With the pictures left out, retype exactly the lines below starting at the line that contains "thumb tip: (328, 299)" and ending at the line that contains "thumb cmc: (338, 285)".
** Data supplied follows **
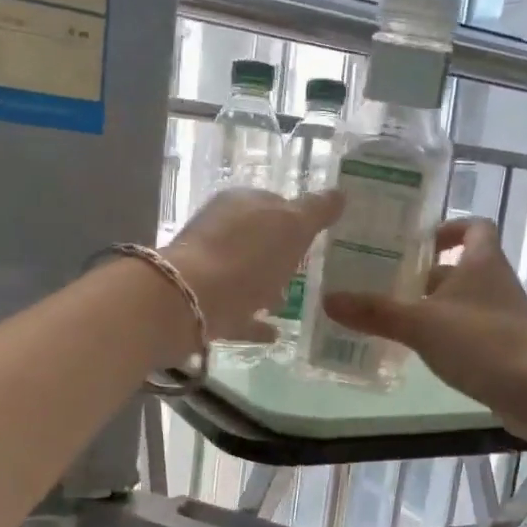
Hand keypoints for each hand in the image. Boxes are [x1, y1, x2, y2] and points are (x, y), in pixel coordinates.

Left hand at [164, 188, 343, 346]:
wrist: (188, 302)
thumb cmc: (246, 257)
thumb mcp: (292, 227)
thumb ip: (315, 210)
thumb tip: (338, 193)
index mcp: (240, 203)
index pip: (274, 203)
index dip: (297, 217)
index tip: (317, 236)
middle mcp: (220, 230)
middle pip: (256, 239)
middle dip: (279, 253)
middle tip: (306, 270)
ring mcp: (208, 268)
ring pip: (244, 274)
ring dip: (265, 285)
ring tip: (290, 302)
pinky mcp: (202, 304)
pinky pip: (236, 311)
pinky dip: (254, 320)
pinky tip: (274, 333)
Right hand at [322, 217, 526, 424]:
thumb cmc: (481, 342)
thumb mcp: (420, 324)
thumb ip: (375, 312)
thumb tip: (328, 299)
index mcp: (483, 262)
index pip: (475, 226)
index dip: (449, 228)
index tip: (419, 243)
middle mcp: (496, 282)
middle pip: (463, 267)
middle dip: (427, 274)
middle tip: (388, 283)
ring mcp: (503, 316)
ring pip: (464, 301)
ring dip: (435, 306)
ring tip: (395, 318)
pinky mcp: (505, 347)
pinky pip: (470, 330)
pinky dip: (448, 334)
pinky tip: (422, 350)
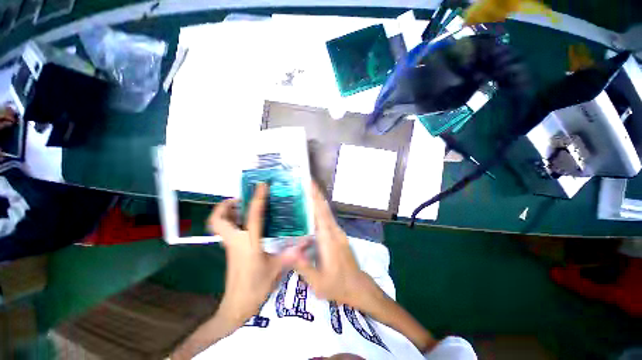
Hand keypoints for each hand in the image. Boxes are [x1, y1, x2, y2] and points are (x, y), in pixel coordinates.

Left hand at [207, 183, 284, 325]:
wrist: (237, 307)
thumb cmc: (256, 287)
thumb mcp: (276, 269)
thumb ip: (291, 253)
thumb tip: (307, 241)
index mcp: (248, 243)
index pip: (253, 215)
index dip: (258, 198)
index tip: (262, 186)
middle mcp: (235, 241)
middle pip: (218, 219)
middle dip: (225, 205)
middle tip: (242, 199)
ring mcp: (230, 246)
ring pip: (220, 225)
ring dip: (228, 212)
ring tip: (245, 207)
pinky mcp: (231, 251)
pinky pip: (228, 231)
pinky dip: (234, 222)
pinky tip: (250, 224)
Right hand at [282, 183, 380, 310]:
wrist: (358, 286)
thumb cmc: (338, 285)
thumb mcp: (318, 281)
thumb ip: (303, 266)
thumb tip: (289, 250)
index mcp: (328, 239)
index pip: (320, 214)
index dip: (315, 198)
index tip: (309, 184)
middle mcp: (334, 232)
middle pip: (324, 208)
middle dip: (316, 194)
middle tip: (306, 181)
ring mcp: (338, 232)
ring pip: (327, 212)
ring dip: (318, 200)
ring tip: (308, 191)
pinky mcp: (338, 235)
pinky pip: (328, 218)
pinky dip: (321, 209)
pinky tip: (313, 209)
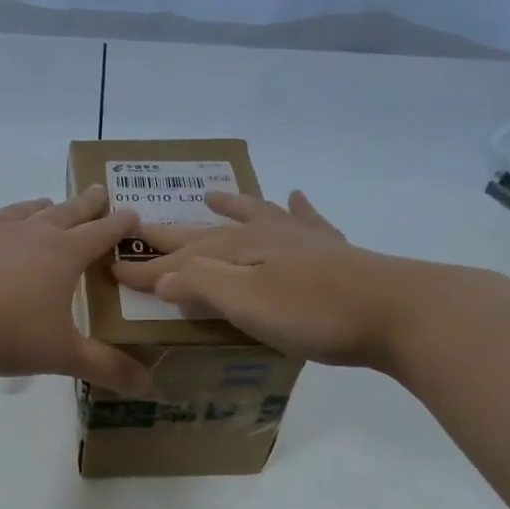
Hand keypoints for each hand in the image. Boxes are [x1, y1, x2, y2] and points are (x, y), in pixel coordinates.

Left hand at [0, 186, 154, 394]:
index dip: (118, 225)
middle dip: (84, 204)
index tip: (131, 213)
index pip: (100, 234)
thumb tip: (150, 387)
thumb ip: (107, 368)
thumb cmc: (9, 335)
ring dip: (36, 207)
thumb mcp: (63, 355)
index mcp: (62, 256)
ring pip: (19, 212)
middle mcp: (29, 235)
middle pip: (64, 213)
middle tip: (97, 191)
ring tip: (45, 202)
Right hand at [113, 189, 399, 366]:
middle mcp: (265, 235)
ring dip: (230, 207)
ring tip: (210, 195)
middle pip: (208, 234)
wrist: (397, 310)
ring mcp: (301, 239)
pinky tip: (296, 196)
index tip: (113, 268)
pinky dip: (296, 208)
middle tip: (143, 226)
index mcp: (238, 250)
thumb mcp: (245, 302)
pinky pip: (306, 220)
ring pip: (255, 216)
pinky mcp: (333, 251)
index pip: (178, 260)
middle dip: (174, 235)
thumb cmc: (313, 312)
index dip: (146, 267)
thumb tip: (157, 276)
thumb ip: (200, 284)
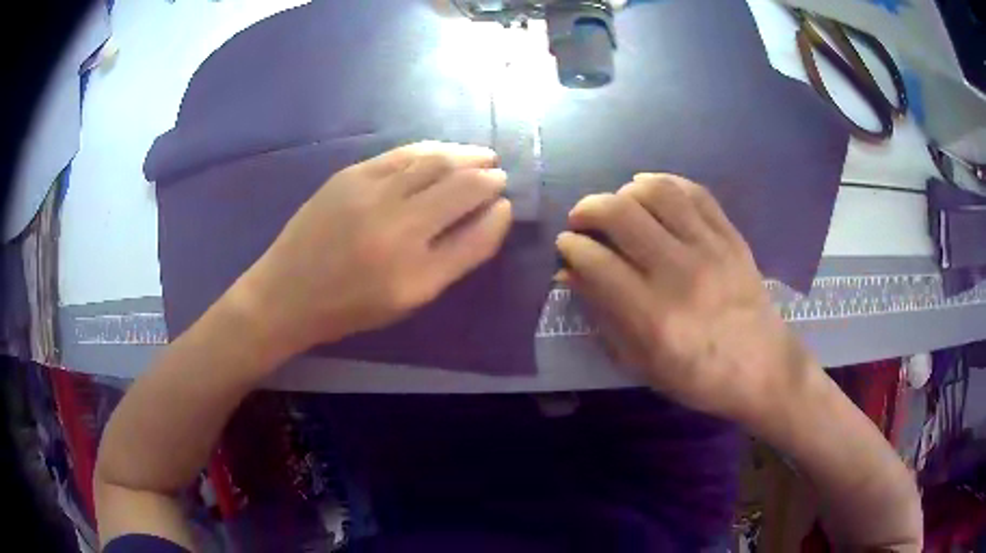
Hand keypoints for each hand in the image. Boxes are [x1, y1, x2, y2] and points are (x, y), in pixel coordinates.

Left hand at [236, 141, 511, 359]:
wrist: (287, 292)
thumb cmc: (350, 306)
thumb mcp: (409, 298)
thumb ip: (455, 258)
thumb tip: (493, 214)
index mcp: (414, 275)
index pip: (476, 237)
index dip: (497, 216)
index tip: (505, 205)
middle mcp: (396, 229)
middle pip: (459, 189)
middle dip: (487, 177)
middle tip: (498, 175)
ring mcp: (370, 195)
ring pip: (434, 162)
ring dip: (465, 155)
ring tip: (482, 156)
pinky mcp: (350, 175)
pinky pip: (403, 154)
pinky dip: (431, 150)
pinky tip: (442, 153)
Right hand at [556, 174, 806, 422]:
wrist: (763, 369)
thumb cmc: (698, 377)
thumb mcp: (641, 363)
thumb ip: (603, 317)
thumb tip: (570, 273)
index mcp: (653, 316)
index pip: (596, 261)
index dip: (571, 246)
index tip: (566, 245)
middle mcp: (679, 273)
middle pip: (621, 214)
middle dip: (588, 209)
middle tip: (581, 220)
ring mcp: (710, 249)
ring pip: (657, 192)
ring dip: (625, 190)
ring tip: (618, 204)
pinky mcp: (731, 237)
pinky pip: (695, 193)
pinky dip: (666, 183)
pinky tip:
** End of Data supplied **
Solved problem ▸
thumb tip: (328, 299)
index mcp: (483, 262)
index pip: (475, 226)
index dip: (449, 228)
index tip: (419, 243)
middle mcp: (496, 282)
middle pip: (463, 267)
middle dip: (427, 274)
middle tip: (388, 283)
ring mcp: (503, 316)
ring pip: (464, 301)
ring dip: (435, 306)
ring tip: (395, 318)
pinky mcp: (505, 347)
pinky pip: (470, 330)
pinky dip: (448, 334)
pinky tip: (422, 350)
Hand keypoints for each hand in the image. Boxes are [x1, y1, x2, y2] and points are (x, y), in pixel coordinates.

Left hand at [207, 183, 284, 325]:
wrist: (237, 307)
thumb cmc: (256, 287)
thumb mcp: (276, 269)
thumb ip: (291, 253)
thumb tip: (307, 241)
index mcp: (248, 243)
index pip: (253, 215)
index dip: (258, 198)
index tip: (262, 186)
middle mcp: (235, 241)
middle pip: (218, 219)
middle dip: (225, 205)
middle tip: (242, 199)
ring mcp: (230, 246)
ring pip: (220, 225)
ring dip: (228, 212)
ring tip: (245, 207)
pinky mcp: (231, 251)
pinky pip: (228, 231)
pinky dip: (234, 222)
pinky tip: (250, 224)
Right hand at [282, 183, 380, 310]:
wrist: (358, 286)
thumb cmc: (338, 285)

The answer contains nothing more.